In [1]:
%matplotlib inline

import pandas as pd
import seaborn as sns
import statsmodels.api as sm
pd.options.display.max_rows = 10
In [2]:
df = (sns.load_dataset('titanic')
         .dropna(subset=['survived', 'age']))
df.head()
Out[2]:
survived pclass sex age sibsp parch fare embarked class who adult_male deck embark_town alive alone
0 0 3 male 22 1 0 7.2500 S Third man True NaN Southampton no False
1 1 1 female 38 1 0 71.2833 C First woman False C Cherbourg yes False
2 1 3 female 26 0 0 7.9250 S Third woman False NaN Southampton yes True
3 1 1 female 35 1 0 53.1000 S First woman False C Southampton yes False
4 0 3 male 35 0 0 8.0500 S Third man True NaN Southampton no True
In [3]:
mod = sm.Logit.from_formula('survived ~ age', df)
res = mod.fit()
me = res.get_margeff()
Optimization terminated successfully.
         Current function value: 0.672429
         Iterations 4
In [4]:
res.summary()
Out[4]:
Logit Regression Results
Dep. Variable: survived No. Observations: 714
Model: Logit Df Residuals: 712
Method: MLE Df Model: 1
Date: Fri, 11 Sep 2015 Pseudo R-squ.: 0.004445
Time: 08:16:34 Log-Likelihood: -480.11
converged: True LL-Null: -482.26
LLR p-value: 0.03839
coef std err z P>|z| [0.025 0.975]
Intercept -0.0567 0.174 -0.327 0.744 -0.397 0.283
age -0.0110 0.005 -2.057 0.040 -0.021 -0.001
In [5]:
me.summary()
Out[5]:
Logit Marginal Effects
Dep. Variable: survived
Method: dydx
At: overall
dy/dx std err z P>|z| [95.0% Conf. Int.]
age -0.0026 0.001 -2.081 0.037 -0.005

Using Greene's notation here (~page 736). We've got a few things

  • Exogenous: $X$, a single row is $x.T$
  • estimated coef $\hat{\beta}$
  • predicted prob $\hat{F} = \Lambda(\bf(x)^T\hat{\bf{\beta}})$ where $\Lambda$ is the logistic CDF
  • Variance of $\hat{\beta} = V$, from statsmodels

We want a prediction interval for the predicted probability around the CEF. We have

$Asy.

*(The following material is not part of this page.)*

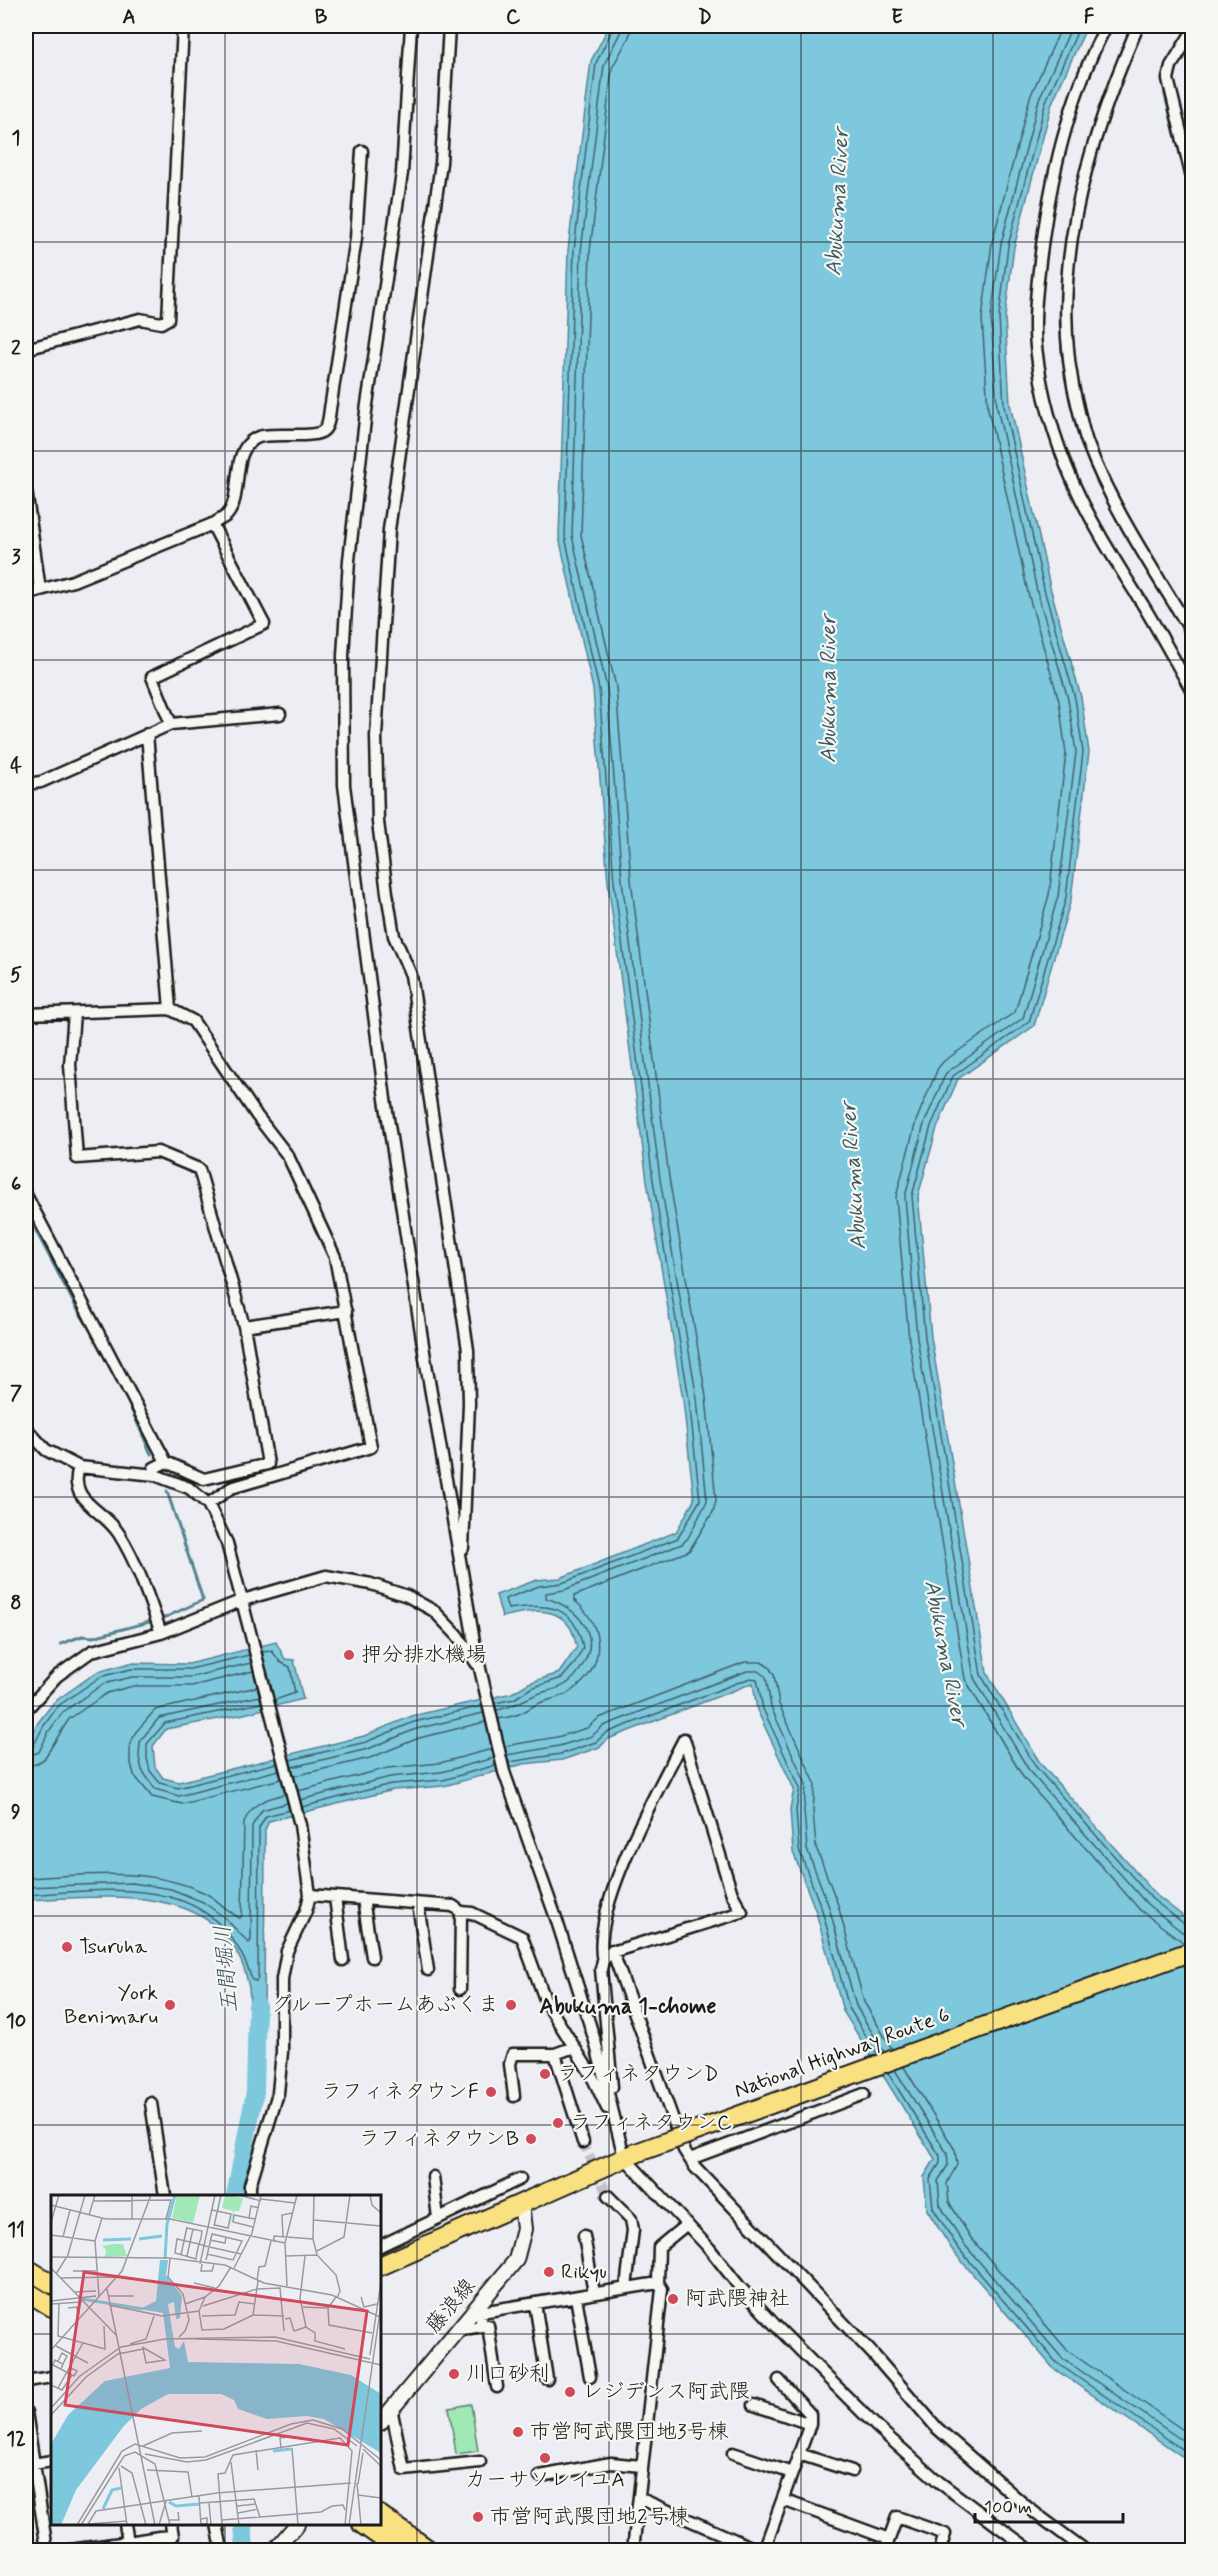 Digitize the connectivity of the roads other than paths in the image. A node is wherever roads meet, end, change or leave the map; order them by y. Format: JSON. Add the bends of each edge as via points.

Var[\hat{F}] = [\partial \hat{F} / \partial \hat{\beta}]\bf{V} [\partial \hat{F} / \partial \hat{\beta}]$

And the vector of derivatives is

$[\partial \hat{F} / \partial \hat{\beta}] = [d\hat{F}/dz][\partial z / \partial \hat{\beta}] = \hat{f} x$

where $\hat{f} = \hat{\Lambda}(1 - \hat{\Lambda})$ (the logistic pdf I beleive).

And so

$Asy.Var[\hat{F}] = \hat{f}^2 x^T\bf{V}x$

Note that the $x$ here is a single row from the matrix. But vectors are always column vectors so $x$ is $Kx1$, where $K$ is the number of predictors (2 for us).

In [6]:
from scipy import stats

Λ = lambda x: stats.logistic().cdf(x)
λ = lambda x: stats.logistic().pdf(x)

β_ = res.params.values.reshape(-1, 1)
V_ = res.cov_params().values
In [7]:
# this is the equation from above for Var(F)
# only works for a single observation though
def var_π(x, β, V_):
    #      λ(z)**s * x.T @ V_ @ x
    prob = λ(x.T.dot(β))**2 * x.T.dot(V_).dot(x)  # maybe this is it?
    return prob
In [8]:
# for multiple observations, but not quite vectorized fully

def var_πs(xx, β, V_):
    α = λ(xx.dot(β))**2
    out = np.empty((500, 1))
    for i, x in enumerate(xx):
        out[i] = x.T.dot(V_).dot(x)
    return α * out
In [9]:
# Making some fake data.
xx = sm.add_constant(np.linspace(df.age.min(), df.age.max(), 500).reshape(-1, 1))
πs = Λ(xx.dot(β_))
vv = np.sqrt(var_πs(xx, β_, V_))
In [10]:
plt.plot(xx[:, 1], πs)
plt.fill_between(xx[:, 1], (πs - 1.96*vv).ravel(), (πs + 1.96*vv).ravel(),
                 alpha=.25, color='g')
Out[10]:
<matplotlib.collections.PolyCollection at 0x108b62438>
In [ ]: